Exercise aim
Across the records that follow, give the number of lines containing the word "Ramos" and nothing else.

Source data
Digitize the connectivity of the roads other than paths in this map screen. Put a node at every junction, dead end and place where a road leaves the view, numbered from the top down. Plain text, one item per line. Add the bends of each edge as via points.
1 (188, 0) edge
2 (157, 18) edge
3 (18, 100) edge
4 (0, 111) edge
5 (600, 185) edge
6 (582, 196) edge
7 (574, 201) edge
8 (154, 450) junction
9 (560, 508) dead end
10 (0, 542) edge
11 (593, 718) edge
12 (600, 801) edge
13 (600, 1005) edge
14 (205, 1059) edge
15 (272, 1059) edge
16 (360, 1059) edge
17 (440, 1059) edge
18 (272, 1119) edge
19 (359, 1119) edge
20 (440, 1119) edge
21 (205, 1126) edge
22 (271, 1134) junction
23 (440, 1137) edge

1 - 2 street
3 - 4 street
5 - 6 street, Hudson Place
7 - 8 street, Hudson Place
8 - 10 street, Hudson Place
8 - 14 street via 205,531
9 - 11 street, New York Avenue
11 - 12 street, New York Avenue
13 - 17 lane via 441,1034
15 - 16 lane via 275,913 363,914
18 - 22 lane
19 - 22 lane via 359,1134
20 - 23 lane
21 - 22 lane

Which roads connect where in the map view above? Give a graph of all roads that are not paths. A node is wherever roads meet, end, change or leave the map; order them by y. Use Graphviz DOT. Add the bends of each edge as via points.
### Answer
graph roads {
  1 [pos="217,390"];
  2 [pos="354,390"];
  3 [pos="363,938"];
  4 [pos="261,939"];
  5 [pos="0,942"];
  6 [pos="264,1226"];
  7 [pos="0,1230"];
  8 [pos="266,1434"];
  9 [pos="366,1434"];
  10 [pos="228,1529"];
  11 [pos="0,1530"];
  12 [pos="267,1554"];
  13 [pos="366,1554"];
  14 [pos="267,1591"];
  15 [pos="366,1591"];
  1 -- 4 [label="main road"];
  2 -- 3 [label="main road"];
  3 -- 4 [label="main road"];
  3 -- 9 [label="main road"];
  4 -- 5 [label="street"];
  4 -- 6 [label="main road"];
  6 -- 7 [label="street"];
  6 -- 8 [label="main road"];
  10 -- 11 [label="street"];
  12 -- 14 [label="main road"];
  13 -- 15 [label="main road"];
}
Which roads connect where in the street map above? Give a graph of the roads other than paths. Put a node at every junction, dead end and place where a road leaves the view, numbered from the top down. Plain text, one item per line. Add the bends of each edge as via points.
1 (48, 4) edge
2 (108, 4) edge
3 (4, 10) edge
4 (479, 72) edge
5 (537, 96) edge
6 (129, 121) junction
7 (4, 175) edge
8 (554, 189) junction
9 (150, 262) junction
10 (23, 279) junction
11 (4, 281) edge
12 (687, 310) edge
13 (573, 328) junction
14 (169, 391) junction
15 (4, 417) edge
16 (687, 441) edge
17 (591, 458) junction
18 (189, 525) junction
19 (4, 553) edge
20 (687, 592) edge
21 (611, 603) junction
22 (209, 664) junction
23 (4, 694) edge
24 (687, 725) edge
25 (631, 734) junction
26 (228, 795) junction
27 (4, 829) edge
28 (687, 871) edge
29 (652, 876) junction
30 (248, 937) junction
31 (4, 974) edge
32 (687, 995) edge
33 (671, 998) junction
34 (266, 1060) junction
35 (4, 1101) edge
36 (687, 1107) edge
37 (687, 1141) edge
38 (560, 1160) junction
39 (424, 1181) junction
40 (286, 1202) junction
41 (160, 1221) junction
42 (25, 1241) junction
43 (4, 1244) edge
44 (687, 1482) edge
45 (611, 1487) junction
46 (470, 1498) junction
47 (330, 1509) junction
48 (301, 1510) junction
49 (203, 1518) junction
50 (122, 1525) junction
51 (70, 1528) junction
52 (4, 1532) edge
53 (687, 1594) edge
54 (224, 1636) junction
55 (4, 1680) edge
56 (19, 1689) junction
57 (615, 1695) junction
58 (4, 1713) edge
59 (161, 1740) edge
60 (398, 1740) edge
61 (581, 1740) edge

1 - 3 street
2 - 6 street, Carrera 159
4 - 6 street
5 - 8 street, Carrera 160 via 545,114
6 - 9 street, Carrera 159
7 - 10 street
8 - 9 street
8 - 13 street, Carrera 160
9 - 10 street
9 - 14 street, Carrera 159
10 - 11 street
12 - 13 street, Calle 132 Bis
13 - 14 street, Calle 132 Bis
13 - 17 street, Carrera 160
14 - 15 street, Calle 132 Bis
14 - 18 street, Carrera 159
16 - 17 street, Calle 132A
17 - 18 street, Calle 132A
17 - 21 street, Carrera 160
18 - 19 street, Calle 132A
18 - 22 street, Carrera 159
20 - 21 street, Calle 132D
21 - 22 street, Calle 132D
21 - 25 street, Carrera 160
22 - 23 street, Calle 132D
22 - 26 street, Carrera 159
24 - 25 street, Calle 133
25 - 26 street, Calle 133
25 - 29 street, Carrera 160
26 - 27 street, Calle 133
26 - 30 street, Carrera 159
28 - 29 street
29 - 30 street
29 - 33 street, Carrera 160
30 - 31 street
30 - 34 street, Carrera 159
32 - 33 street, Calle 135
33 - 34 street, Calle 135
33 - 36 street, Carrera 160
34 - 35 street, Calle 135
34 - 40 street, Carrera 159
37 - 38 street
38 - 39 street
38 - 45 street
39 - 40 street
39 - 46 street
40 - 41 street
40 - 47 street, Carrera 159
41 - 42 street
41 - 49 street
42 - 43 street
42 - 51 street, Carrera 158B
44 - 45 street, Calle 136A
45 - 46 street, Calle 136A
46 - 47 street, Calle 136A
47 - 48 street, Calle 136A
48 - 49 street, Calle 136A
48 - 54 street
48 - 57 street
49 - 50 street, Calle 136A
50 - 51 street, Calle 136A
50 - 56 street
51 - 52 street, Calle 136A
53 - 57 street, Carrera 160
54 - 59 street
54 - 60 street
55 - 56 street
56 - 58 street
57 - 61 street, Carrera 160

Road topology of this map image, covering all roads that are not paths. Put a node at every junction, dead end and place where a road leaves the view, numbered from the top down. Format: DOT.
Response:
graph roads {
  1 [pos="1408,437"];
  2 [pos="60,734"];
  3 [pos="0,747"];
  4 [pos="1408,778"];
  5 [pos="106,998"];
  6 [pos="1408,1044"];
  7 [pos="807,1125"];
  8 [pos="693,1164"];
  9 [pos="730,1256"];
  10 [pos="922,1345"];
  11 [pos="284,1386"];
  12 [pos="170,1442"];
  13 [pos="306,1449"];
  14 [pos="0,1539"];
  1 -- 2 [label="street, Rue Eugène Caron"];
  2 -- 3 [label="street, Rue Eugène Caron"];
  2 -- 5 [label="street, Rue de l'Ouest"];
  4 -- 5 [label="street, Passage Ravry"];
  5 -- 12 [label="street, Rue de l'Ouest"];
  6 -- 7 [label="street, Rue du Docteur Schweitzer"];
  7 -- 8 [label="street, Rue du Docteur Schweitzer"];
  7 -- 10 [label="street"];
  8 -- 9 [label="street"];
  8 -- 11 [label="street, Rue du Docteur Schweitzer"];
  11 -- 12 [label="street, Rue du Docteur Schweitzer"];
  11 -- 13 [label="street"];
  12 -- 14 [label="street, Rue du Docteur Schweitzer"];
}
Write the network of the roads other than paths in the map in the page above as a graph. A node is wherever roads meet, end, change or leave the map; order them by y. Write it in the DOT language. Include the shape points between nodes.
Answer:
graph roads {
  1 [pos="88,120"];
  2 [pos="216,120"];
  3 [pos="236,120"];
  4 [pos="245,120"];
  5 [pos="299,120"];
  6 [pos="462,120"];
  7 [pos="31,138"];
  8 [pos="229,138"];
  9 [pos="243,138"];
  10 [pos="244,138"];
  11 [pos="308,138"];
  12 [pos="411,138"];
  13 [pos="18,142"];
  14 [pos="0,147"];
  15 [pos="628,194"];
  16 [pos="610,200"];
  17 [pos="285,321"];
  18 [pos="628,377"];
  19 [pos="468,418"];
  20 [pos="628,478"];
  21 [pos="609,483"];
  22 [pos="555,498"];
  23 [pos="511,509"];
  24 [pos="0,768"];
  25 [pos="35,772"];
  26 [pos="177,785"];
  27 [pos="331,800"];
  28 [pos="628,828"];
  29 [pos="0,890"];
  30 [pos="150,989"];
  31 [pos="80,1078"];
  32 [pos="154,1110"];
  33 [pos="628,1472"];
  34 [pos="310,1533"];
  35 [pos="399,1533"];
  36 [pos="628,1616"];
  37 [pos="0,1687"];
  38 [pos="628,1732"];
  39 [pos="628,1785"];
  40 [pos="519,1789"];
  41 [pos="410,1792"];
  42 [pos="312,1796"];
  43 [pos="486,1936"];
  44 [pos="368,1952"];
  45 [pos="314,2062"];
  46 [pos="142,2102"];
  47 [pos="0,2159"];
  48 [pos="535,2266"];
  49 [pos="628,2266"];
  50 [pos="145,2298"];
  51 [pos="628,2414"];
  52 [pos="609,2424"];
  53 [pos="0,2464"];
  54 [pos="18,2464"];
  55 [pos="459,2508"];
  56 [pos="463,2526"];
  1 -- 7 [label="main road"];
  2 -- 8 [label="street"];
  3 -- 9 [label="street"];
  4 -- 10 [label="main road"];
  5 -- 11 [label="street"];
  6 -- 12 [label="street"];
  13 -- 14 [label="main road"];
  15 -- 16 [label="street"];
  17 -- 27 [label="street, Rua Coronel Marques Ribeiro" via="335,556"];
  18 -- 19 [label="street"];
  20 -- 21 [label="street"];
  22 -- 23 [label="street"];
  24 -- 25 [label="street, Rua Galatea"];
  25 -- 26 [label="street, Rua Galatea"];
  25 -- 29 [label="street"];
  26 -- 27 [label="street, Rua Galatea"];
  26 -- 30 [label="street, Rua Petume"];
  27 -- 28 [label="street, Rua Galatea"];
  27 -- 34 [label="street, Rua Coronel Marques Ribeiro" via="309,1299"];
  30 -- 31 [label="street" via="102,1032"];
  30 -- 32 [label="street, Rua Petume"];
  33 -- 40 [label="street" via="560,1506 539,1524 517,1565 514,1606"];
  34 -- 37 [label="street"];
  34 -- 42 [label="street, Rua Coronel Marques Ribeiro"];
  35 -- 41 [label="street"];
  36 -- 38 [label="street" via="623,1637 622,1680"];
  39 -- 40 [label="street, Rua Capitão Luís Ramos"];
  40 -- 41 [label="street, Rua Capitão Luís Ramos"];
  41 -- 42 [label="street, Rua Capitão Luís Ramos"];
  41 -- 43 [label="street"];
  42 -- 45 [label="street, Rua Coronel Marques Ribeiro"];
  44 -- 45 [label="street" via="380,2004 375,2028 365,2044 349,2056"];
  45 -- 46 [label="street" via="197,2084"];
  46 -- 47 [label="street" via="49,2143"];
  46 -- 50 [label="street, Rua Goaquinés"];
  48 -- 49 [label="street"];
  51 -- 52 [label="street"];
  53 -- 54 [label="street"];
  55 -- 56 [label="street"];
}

Task result
3